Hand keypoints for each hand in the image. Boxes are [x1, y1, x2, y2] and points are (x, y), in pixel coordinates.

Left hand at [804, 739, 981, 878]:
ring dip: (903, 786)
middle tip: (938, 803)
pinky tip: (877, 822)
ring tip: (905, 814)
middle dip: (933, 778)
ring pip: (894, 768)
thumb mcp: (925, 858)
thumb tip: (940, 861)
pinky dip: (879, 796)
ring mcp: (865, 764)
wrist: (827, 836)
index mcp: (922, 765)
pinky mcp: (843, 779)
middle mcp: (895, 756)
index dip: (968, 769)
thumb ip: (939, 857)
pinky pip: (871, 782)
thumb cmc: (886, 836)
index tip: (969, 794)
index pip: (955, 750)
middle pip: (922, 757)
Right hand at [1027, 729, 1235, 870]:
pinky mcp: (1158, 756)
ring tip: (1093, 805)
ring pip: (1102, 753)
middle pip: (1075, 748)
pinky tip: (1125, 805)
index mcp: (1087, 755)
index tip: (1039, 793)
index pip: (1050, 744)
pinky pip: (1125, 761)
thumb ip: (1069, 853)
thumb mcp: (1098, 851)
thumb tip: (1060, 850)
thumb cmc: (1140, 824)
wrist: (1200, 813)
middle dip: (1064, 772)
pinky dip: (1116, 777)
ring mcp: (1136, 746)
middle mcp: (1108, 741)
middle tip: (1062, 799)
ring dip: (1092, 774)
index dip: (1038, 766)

## Task
From the line that contains "ring pip: (1102, 753)" down to the last line of the listing above, repeat each line exactly, and include nothing else.

## Solution for this exercise
ring pip: (1102, 753)
middle pip: (1075, 748)
pinky tip: (1125, 805)
index mcp: (1087, 755)
index tip: (1039, 793)
index pip: (1050, 744)
pinky pip: (1125, 761)
thumb ip: (1069, 853)
thumb mcp: (1098, 851)
thumb tip: (1060, 850)
thumb cmc: (1140, 824)
wrist: (1200, 813)
middle dip: (1064, 772)
pinky dip: (1116, 777)
ring mcp: (1136, 746)
middle mcp: (1108, 741)
middle tip: (1062, 799)
ring dip: (1092, 774)
index dip: (1038, 766)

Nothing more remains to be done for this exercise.